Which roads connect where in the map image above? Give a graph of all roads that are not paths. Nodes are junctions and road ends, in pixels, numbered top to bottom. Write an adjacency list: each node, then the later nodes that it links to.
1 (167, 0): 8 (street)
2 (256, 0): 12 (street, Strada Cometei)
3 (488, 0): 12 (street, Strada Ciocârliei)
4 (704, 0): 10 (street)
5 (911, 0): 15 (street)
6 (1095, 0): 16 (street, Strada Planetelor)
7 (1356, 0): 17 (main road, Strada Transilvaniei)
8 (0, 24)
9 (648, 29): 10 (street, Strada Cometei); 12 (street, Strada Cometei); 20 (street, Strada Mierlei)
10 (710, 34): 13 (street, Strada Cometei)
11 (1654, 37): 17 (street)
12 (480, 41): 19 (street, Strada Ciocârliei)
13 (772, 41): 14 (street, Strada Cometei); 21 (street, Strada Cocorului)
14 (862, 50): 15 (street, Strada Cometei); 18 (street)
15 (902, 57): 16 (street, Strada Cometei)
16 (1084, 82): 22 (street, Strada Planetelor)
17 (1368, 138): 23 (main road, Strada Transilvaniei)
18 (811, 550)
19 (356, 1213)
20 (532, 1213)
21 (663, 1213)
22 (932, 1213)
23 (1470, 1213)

» **Action item**: Would you return all of the data exactly as it stands above?

» **Answer**:
Which roads connect where in the map image above? Give a graph of all roads that are not paths. Nodes are junctions and road ends, in pixels, numbered top to bottom. Write an adjacency list: each node, then the later nodes that it links to.
1 (167, 0): 8 (street)
2 (256, 0): 12 (street, Strada Cometei)
3 (488, 0): 12 (street, Strada Ciocârliei)
4 (704, 0): 10 (street)
5 (911, 0): 15 (street)
6 (1095, 0): 16 (street, Strada Planetelor)
7 (1356, 0): 17 (main road, Strada Transilvaniei)
8 (0, 24)
9 (648, 29): 10 (street, Strada Cometei); 12 (street, Strada Cometei); 20 (street, Strada Mierlei)
10 (710, 34): 13 (street, Strada Cometei)
11 (1654, 37): 17 (street)
12 (480, 41): 19 (street, Strada Ciocârliei)
13 (772, 41): 14 (street, Strada Cometei); 21 (street, Strada Cocorului)
14 (862, 50): 15 (street, Strada Cometei); 18 (street)
15 (902, 57): 16 (street, Strada Cometei)
16 (1084, 82): 22 (street, Strada Planetelor)
17 (1368, 138): 23 (main road, Strada Transilvaniei)
18 (811, 550)
19 (356, 1213)
20 (532, 1213)
21 (663, 1213)
22 (932, 1213)
23 (1470, 1213)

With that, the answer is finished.